Local music: Bridesmaid
After kicking around in various Columbus metal bands over the years, most recently Sin Nombre, Bob Brinkman came to a simple but powerful conclusion: Slower is heavier.
"When you lag the beats a little bit," Brinkman said, "it's just so much heavier than fast music could ever be."
About two years ago Brinkman, a bassist, set about seeing how slow and low he could go. He recruited Locusta bassist Scott Hyatt to double the low-end chug. When Brinkman's high school bandmate Cory Barnt moved from Lima to man the drum kit, they christened the sludgy new ensemble Bridesmaid.
After half a year of rehearsals, they played their first show in November 2009 and haven't ceased a rigorous schedule since, touring every weekend they can swing it.
They've also been hitting the studio. A five-track collection of dark dirges saw release on CD last summer, followed by a cassette on the Bastard Sloth label.

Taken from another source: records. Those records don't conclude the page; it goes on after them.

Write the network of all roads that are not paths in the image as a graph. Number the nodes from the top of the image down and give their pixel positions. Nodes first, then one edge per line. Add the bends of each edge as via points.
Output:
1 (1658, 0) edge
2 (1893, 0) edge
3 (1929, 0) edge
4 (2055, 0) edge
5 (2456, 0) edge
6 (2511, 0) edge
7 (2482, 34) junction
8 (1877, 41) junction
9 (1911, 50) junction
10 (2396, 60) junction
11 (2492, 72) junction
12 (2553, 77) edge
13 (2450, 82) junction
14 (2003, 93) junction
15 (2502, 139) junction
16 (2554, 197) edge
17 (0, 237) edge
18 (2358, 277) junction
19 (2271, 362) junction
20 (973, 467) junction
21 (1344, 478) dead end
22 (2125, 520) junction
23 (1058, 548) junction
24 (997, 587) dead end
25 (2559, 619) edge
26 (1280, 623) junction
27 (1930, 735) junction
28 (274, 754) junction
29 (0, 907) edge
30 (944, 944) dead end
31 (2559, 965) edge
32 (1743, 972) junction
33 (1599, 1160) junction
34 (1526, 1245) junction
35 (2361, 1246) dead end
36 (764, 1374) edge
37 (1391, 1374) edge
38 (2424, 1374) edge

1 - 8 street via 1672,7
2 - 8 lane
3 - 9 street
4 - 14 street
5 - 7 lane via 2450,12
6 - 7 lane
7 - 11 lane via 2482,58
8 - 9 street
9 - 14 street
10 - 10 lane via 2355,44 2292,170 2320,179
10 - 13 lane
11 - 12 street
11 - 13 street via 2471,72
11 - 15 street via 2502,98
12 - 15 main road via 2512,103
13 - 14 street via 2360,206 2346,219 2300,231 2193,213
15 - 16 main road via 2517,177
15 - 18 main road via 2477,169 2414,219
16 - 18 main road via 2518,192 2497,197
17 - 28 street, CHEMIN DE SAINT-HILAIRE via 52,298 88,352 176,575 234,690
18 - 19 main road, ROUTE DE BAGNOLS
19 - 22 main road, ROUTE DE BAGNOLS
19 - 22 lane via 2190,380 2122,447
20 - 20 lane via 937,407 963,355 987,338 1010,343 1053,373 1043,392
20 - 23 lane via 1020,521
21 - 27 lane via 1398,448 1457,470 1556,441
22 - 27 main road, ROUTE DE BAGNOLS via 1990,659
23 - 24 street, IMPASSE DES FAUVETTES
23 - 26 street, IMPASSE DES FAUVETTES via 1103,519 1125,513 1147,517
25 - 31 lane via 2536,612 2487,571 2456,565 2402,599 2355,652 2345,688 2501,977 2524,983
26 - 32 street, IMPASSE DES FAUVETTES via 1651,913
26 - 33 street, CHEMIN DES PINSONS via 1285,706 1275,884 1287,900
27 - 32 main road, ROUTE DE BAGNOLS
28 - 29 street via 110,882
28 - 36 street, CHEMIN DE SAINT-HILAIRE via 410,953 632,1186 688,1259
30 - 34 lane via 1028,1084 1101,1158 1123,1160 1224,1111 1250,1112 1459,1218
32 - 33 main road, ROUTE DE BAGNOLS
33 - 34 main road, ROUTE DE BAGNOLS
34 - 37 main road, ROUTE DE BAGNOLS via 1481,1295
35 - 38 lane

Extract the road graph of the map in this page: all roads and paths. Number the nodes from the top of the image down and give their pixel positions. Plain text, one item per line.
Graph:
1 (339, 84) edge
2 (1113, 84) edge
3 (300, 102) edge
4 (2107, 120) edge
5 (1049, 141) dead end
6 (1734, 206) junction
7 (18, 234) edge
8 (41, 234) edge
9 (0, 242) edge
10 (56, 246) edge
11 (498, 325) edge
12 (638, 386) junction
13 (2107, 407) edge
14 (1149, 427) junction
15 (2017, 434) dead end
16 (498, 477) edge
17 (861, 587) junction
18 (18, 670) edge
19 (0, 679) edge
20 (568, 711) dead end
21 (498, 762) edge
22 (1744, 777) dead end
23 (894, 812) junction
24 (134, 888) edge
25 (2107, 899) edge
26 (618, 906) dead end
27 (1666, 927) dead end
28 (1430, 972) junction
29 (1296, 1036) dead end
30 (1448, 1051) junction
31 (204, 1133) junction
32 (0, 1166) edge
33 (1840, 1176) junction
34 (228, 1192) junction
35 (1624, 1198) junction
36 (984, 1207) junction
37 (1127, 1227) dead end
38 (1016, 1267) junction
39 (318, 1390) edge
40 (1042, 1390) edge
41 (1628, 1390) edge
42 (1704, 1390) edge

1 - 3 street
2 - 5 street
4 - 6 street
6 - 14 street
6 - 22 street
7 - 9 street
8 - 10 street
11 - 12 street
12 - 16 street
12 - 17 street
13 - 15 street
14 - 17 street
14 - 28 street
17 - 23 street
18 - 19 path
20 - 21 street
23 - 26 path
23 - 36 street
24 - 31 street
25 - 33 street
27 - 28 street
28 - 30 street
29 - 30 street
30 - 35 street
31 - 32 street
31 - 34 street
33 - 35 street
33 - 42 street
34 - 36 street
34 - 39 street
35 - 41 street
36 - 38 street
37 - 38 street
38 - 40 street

Friday at Carabar they'll release their next record, a split 7-inch with Sun Splitter, a Chicago group featuring several of Brinkman's former bandmates.
Those attending the release show should be prepared for Bridesmaid's other defining characteristic: They turn up the volume to a violent extent.
"The room shakes when we're playing," Brinkman said.
Thus, the band keeps a steady supply of disposable earplugs on hand, which they wear for every practice and show with a few exceptions.
"I'm a sweaty dude, so sometimes mine just fall out when I headbang," Brinkman said.
Fortunately for listeners, Bridesmaid is kind enough to distribute the earplugs for free at their merch table.
"We don't want people to go deaf," Barnt said.
Hyatt chimed in: "We don't?"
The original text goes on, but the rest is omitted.